Segment Start: Input
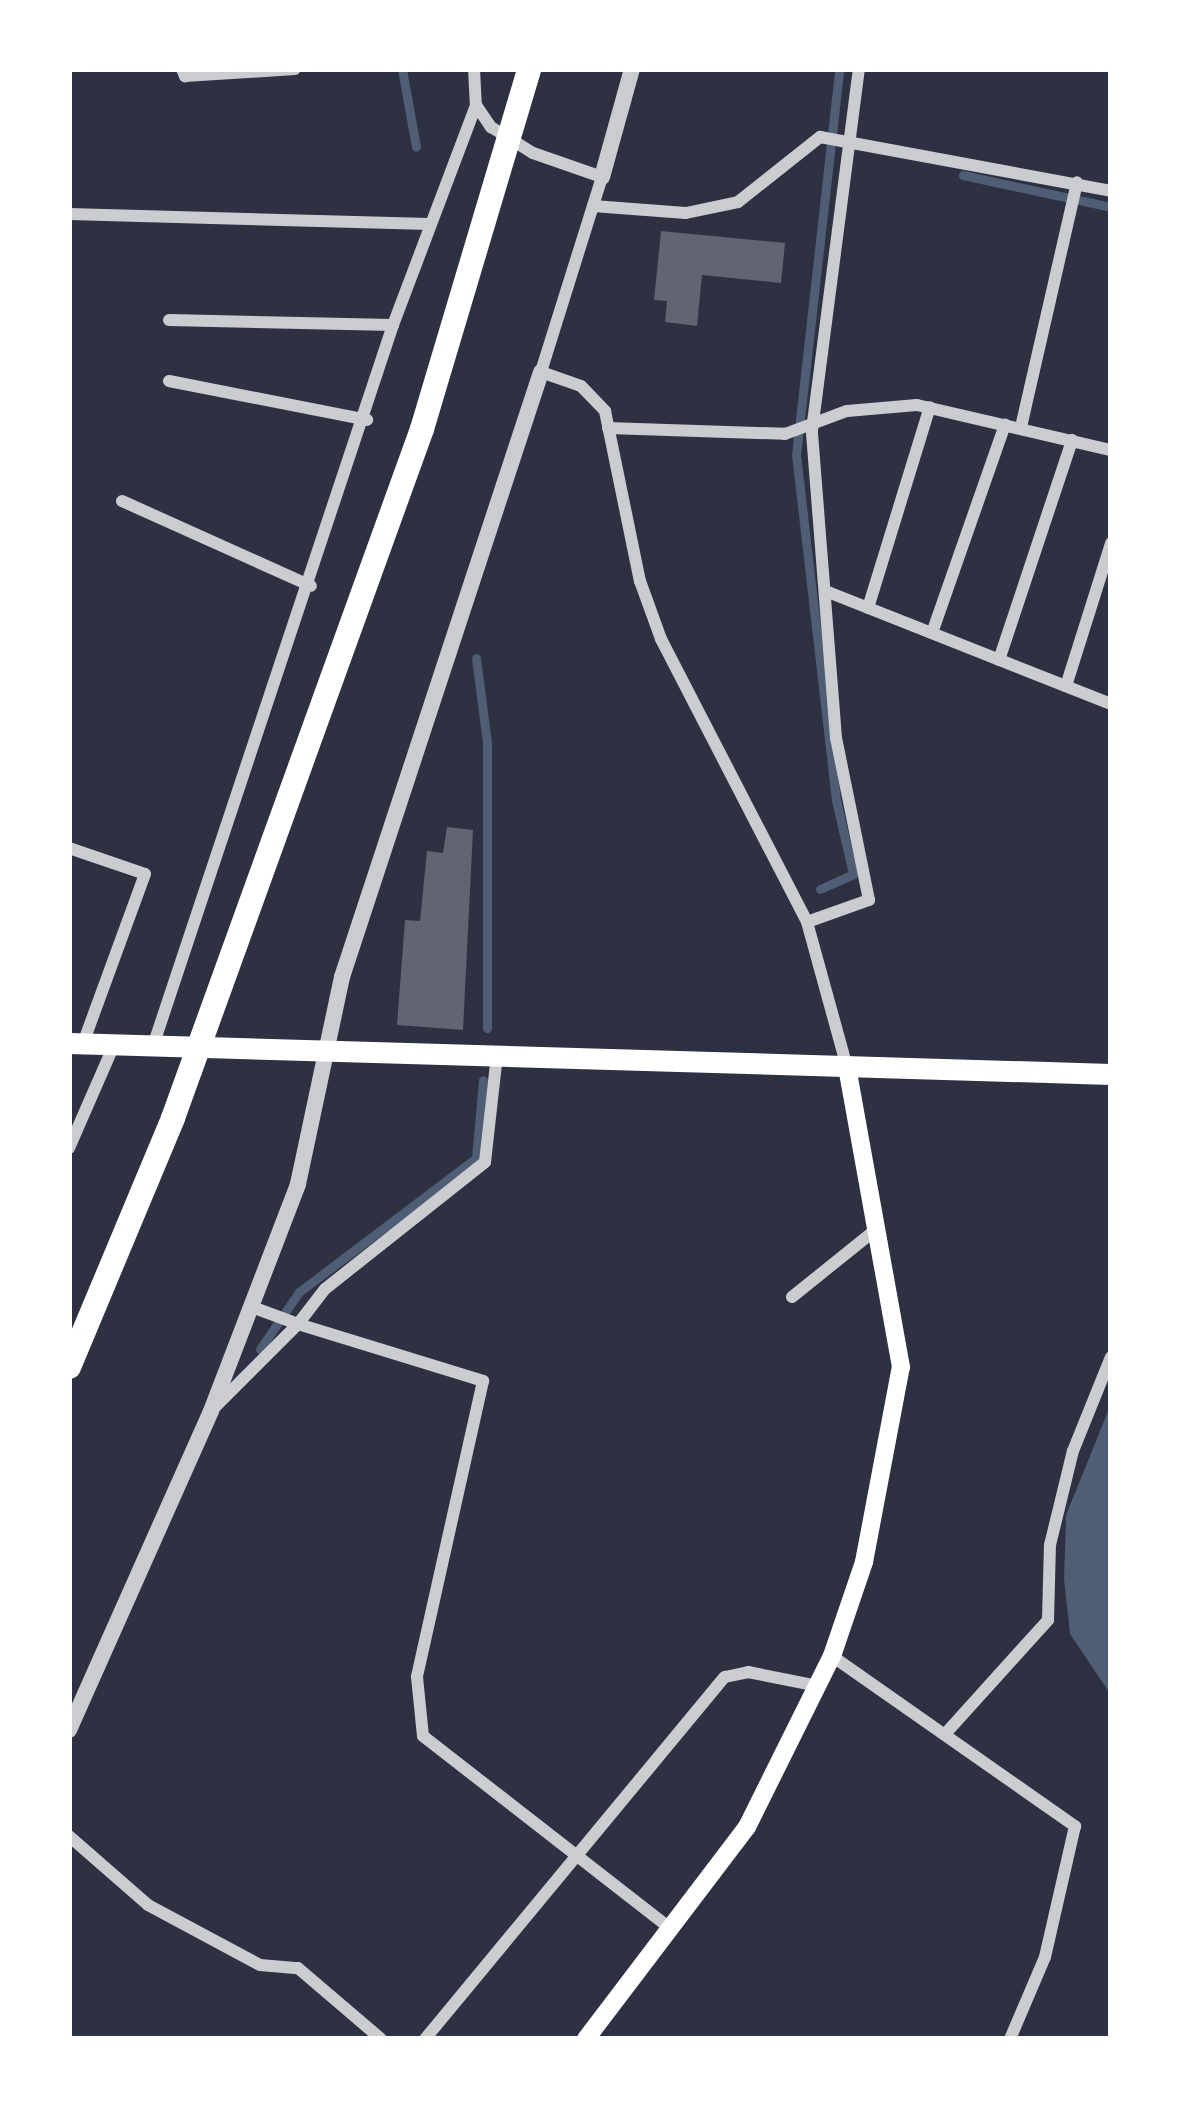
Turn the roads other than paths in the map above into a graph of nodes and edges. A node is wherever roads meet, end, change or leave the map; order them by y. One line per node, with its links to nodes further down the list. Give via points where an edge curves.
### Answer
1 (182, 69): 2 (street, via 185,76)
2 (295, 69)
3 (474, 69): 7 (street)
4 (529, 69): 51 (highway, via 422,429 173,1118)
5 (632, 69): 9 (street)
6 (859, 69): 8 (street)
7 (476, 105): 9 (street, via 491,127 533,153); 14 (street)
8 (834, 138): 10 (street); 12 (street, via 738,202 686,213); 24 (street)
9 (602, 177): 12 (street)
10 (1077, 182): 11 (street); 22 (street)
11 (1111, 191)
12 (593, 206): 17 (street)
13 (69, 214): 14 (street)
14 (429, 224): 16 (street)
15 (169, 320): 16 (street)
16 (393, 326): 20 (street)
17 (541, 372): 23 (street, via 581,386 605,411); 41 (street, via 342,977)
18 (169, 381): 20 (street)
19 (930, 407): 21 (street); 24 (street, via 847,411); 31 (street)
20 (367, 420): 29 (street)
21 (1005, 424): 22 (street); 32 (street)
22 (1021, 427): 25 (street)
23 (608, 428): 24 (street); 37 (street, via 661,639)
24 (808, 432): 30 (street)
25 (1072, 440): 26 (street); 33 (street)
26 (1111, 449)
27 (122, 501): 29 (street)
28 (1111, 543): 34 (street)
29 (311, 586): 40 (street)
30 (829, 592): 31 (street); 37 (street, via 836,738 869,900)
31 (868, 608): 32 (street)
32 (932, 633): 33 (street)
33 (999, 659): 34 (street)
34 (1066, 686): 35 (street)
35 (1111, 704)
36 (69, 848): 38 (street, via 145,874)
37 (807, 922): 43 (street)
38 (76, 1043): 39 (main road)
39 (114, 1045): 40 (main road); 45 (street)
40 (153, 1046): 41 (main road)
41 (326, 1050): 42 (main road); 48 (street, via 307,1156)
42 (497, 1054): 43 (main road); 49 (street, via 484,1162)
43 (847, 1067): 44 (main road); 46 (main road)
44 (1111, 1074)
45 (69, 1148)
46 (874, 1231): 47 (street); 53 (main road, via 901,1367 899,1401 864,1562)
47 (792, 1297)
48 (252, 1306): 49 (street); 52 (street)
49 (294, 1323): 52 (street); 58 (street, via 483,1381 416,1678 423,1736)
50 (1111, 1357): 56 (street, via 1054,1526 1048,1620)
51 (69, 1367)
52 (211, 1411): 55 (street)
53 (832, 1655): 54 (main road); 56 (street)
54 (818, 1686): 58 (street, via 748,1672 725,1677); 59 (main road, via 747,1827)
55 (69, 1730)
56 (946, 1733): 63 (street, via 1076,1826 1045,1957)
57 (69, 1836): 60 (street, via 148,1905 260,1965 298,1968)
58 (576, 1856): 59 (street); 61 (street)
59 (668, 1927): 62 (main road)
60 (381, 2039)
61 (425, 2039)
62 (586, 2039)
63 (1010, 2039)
Segment End: Input
-- Problem details --
The answer must consist of every line from the data that contains the word "main".

-- Response area --
38 (76, 1043): 39 (main road)
39 (114, 1045): 40 (main road); 45 (street)
40 (153, 1046): 41 (main road)
41 (326, 1050): 42 (main road); 48 (street, via 307,1156)
42 (497, 1054): 43 (main road); 49 (street, via 484,1162)
43 (847, 1067): 44 (main road); 46 (main road)
46 (874, 1231): 47 (street); 53 (main road, via 901,1367 899,1401 864,1562)
53 (832, 1655): 54 (main road); 56 (street)
54 (818, 1686): 58 (street, via 748,1672 725,1677); 59 (main road, via 747,1827)
59 (668, 1927): 62 (main road)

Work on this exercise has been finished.